Joint analysis of expression and variation at single cell resolution by scVar

Tumor heterogeneity represents a critical determinant affecting both cancer diagnosis and therapeutic efficacy. Traditional bulk sequencing approaches are limited in their ability to resolve genomic alterations at the resolution of individual cells. In this study, we present scVar, an integrated analytical framework designed for mutation profiling using single-cell transcriptomic data. scVar enables sensitive and robust detection of single-nucleotide variants, particularly facilitating the identification of low-frequency variants. The framework incorporates customizable filtering parameters including variant allele frequency, and provides comprehensive functional and clinical annotations for identified mutations. Furthermore, scVar includes downstream analytical modules that facilitate the joint investigation of transcriptomic and mutational profiles within single cells.

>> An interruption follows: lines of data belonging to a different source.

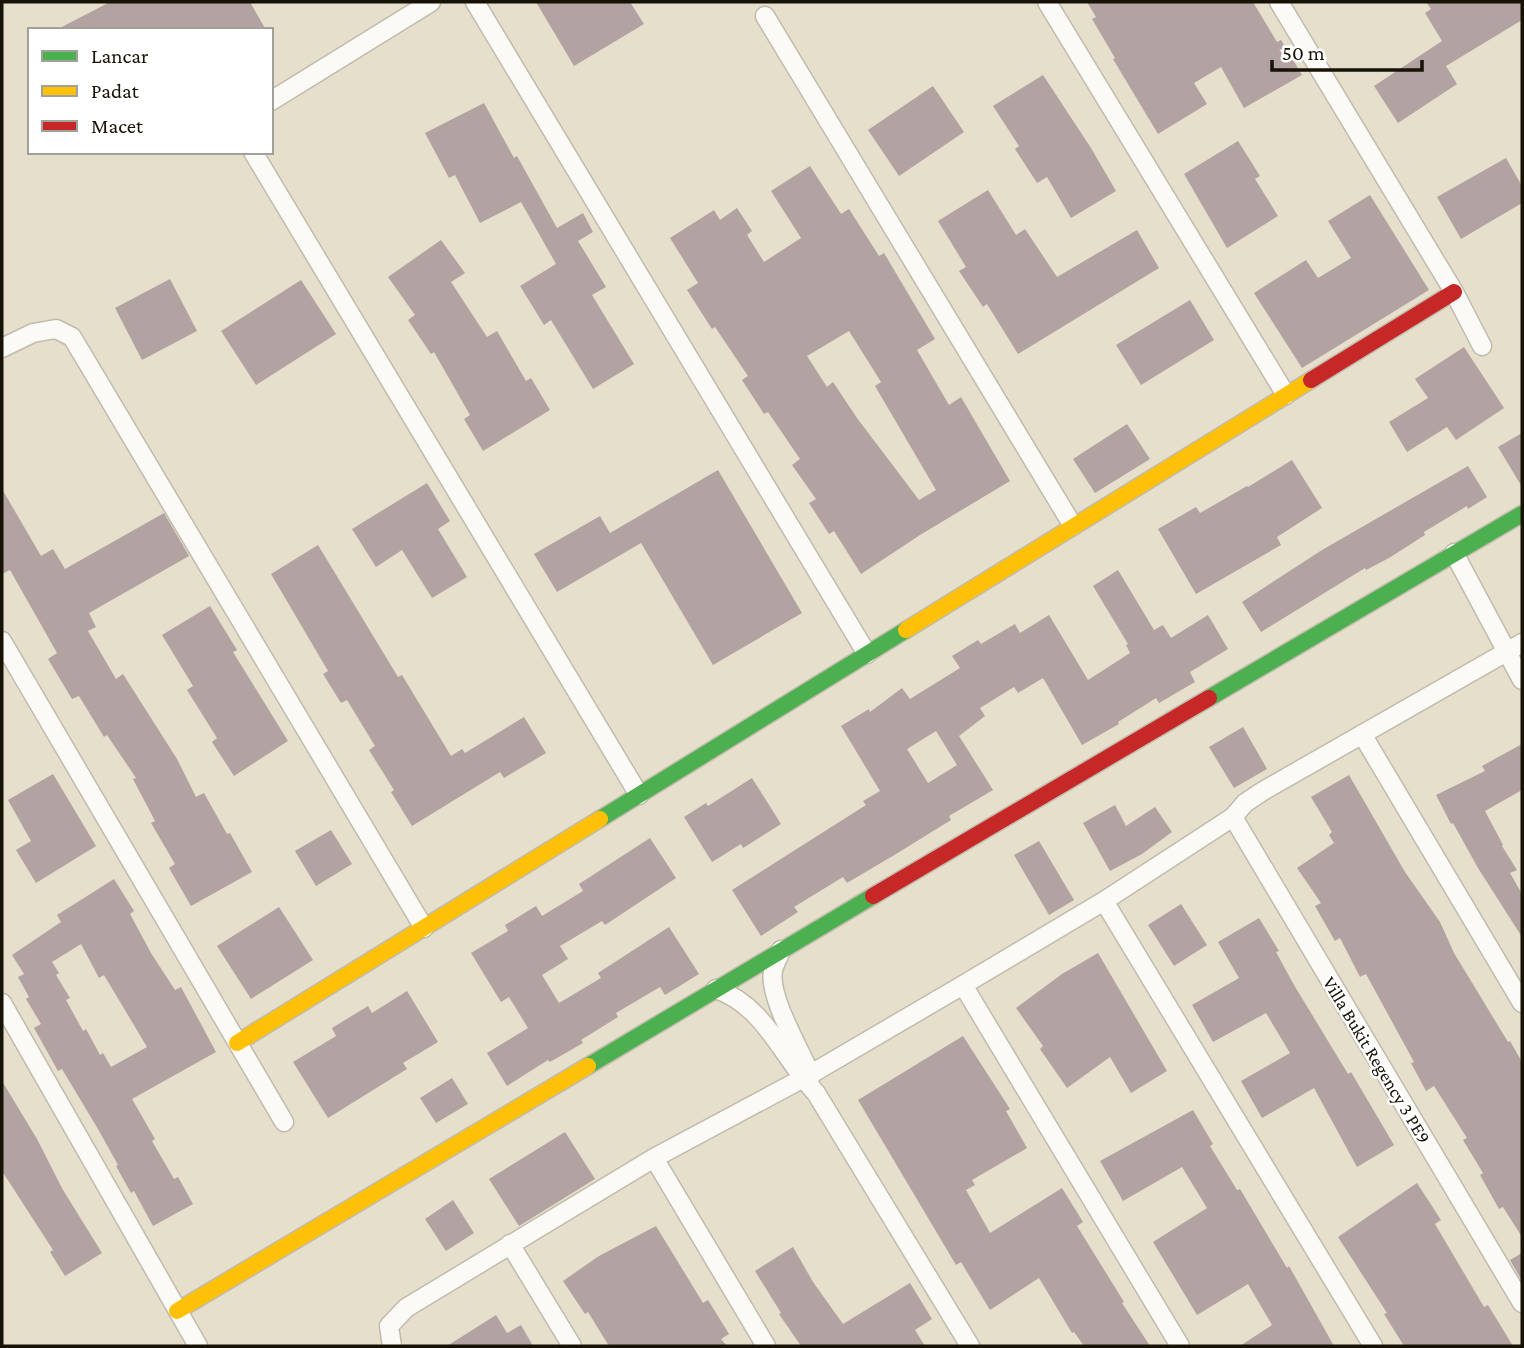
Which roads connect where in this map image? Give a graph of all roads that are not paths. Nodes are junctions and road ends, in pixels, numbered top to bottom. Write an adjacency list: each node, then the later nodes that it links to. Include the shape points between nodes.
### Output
1 (431, 2): 6 (street)
2 (475, 2): 18 (street)
3 (1047, 2): 11 (street)
4 (1279, 2): 8 (street)
5 (765, 16): 13 (street)
6 (273, 100)
7 (254, 154): 21 (street)
8 (1454, 292): 9 (street); 11 (street)
9 (1482, 346)
10 (2, 348): 24 (street, via 33,333 56,329 72,337)
11 (1286, 395): 13 (street)
12 (1522, 514): 14 (street)
13 (1073, 526): 18 (street)
14 (1454, 553): 17 (street); 25 (street)
15 (2, 641): 30 (street)
16 (1522, 643): 17 (street)
17 (1507, 653): 19 (street); 20 (street)
18 (867, 654): 21 (street)
19 (1522, 680)
20 (1362, 734): 22 (street, via 1263,791); 29 (street)
21 (639, 794): 24 (street)
22 (1233, 817): 23 (street); 35 (street, Villa Bukit Regency 3 PE9)
23 (1104, 901): 26 (street); 43 (street)
24 (424, 928): 30 (street)
25 (782, 950): 27 (street); 31 (street, via 773,985)
26 (963, 985): 31 (street); 42 (street)
27 (716, 989): 31 (street, via 749,1007); 36 (street)
28 (2, 1003): 36 (street)
29 (1522, 1003)
30 (237, 1043): 32 (street)
31 (806, 1076): 33 (street); 41 (street)
32 (284, 1122)
33 (654, 1158): 34 (street); 40 (street)
34 (510, 1244): 38 (street, via 406,1308 389,1326); 39 (street)
35 (1522, 1303)
36 (177, 1311): 37 (street)
37 (198, 1346)
38 (392, 1346)
39 (572, 1346)
40 (766, 1346)
41 (970, 1346)
42 (1180, 1346)
43 (1373, 1346)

Benchmarking on simulated datasets and matched tumor samples demonstrates that scVar consistently outperforms existing methods, especially in detecting variants of low abundance, and shows strong concordance with whole-exome sequencing data. Application of scVar to non-small cell lung cancer samples effectively characterized ITH across spatially distinct tumor regions and diverse cellular populations. Collectively, scVar offers an integrated platform for concurrent analysis of somatic mutations and transcriptomic data derived from single-cell RNA sequencing, providing a powerful tool for elucidating tumor evolution and the complex interplay between genomic heterogeneity and the tumor microenvironment.